Sam Sherman
Sam Sherman (b. 1994 in Boston, MA) is an artist living and working in New York. He examines the history of the mass media’s dissemination of information, especially coverage of international conflict and violence, and its intersection with elements of popular culture and with personal and family histories. He works in a variety of media including painting, printmaking, and video. Sherman graduated from the University of Pennsylvania in 2016 with a BA in fine arts and chemistry. In addition to his work as an artist, he has also co-authored more than a dozen articles in peer-reviewed chemistry journals.
2020 Video 12 hr. 30 min. 18 sec.
In 'Today’s News,' Sherman aggregates the news tickers that ran along the bottom of cable news broadcasts (CNN, MSNBC, and Fox News) on April 9, 2003 when US troops infamously toppled the statue of Saddam Hussein in Baghdad's Firdos Square. Each headline enters at the bottom right corner and scrolls continuously on screen for 50 minutes before exiting at the top left. The audio results from the layering of the sound tracks from each of the 540 videos that compose the overall mosaic.
2020 Video 17 min. 23 sec.
2020 Laser toner, paper pulp, acrylic gel medium on polycarbonate 186.69 x 246.38 cm / 73 1/2 x 97 in
Sam Sherman: I’m not sure exactly how the COVID crisis is affecting my work because I’ve been working on videos that take a while to make. I feel like the past six months have provided input for me to use in future work, but it hasn’t shown up yet. The work that I have completed mostly looks back at the media environment in the US, particularly television news. My interest in it came from trying to understand how we got to this place of extreme polarization. And I actually ended up looking back at 2003 and the invasion of Iraq. I saw that era as a turning point for the development of the media—the extreme polarization of it.

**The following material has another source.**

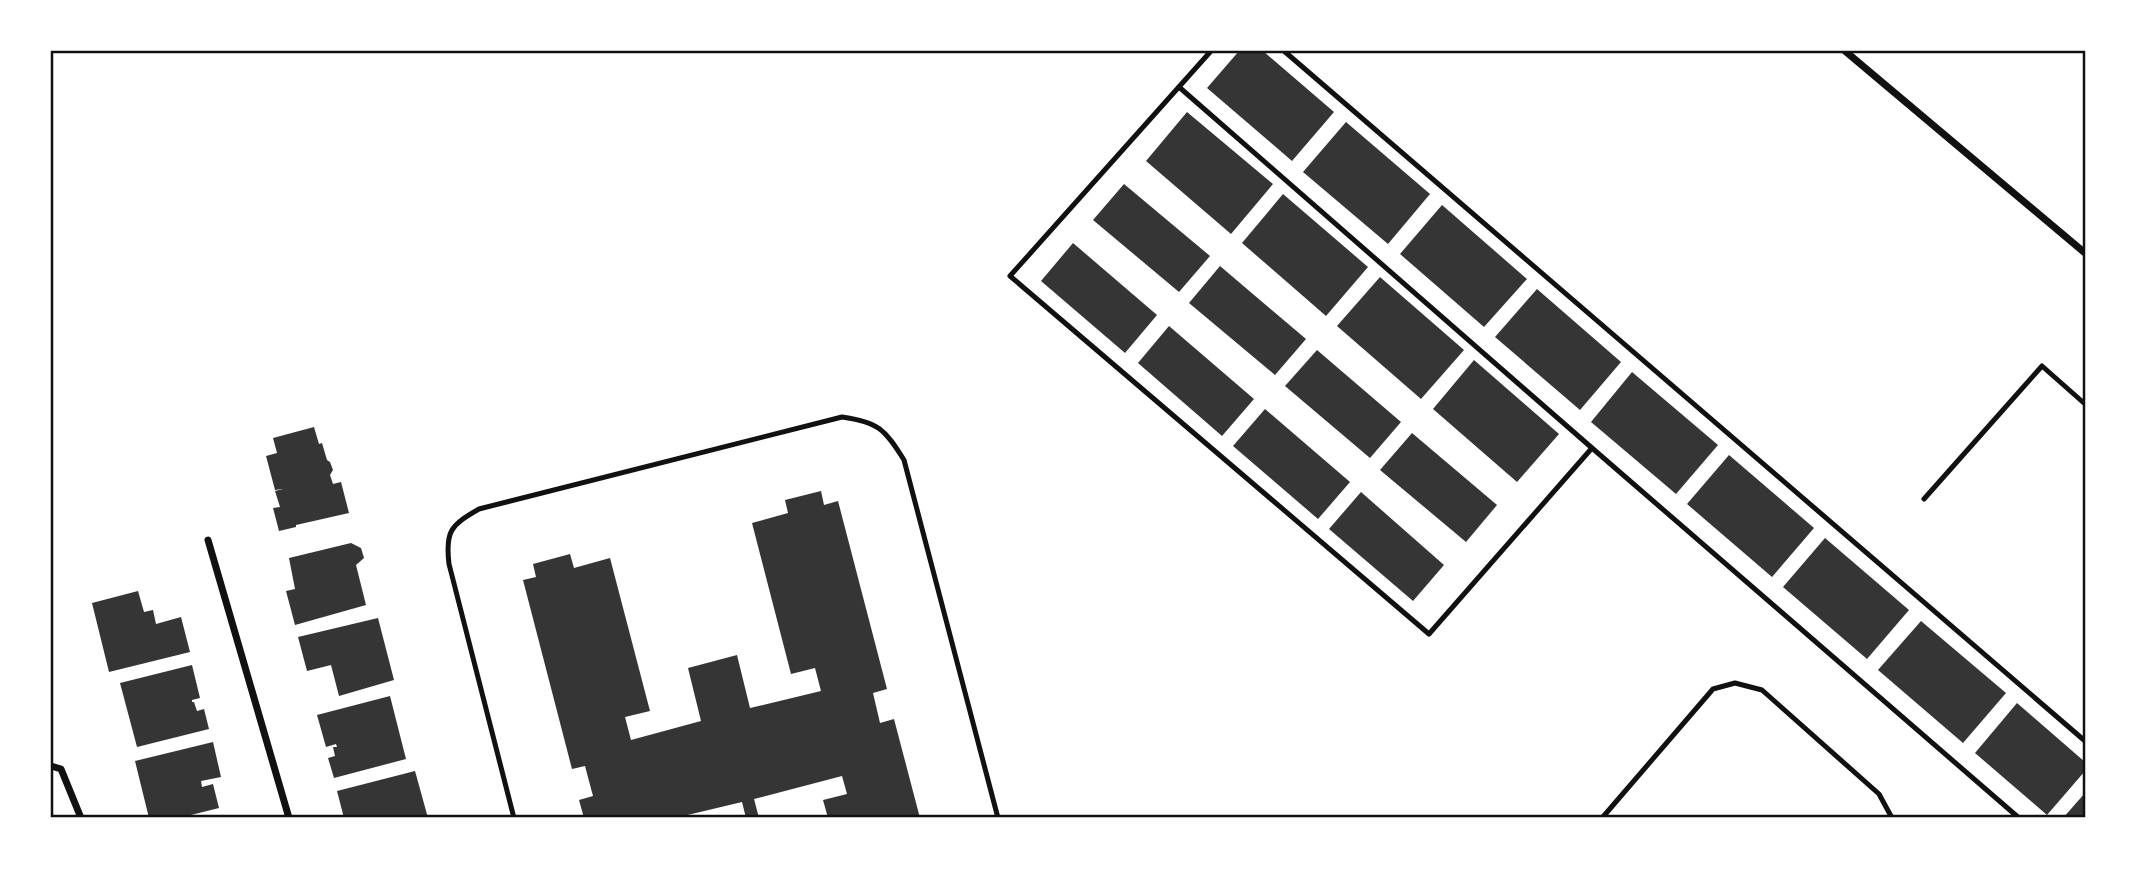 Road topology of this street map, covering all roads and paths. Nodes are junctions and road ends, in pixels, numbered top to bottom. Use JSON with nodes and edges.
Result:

Joachim Pissarro: In 2003, my youngest boy was just born and it was just a scary, scary moment. Adrian Piper was leaving permanently the United States for Berlin, where she has refused to come back to the US because of this—the invention of fake news. I don’t know if you get into this at all, but fake news is not a Trump invention. Colin Powell in front of the United Nations gave news about the Iraqis using chemical weapons, which was proven to be fake, to be false. There was a very big tapestry there with a reproduction of Guernica—Picasso's Guernica—and the Bush administration felt that it was too aggressive and too stirring and had it removed.
Sam Sherman: Yes, that’s really astonishing. It’s interesting to consider the ways that the Iraq War and earlier conflicts have been intertwined. One of the videos that I’m working on actually looks at how the Iraq War was discussed in terms of World War II and in a disturbing, twisted way, how the US framed it as a war of liberation akin to World War II. This video is much more personal for me. I bring in some personal family history and my great-grandparents’ experience of fleeing Nazi Germany, and then also weave in the conflict in 2003.
The annual Spring 2020 Thesis Exhibition for graduates of the Hunter College MFA Studio Art program represents works by 19 artist graduates of this nationally noted program. Originally planned as a series of physical presentations at Hunter’s 205 Hudson Street campus in Tribeca, but canceled due to the COVID-19 pandemic, the MFA Thesis Exhibition’s digital iteration aims to provide a new, expanded platform for young artists entering the field.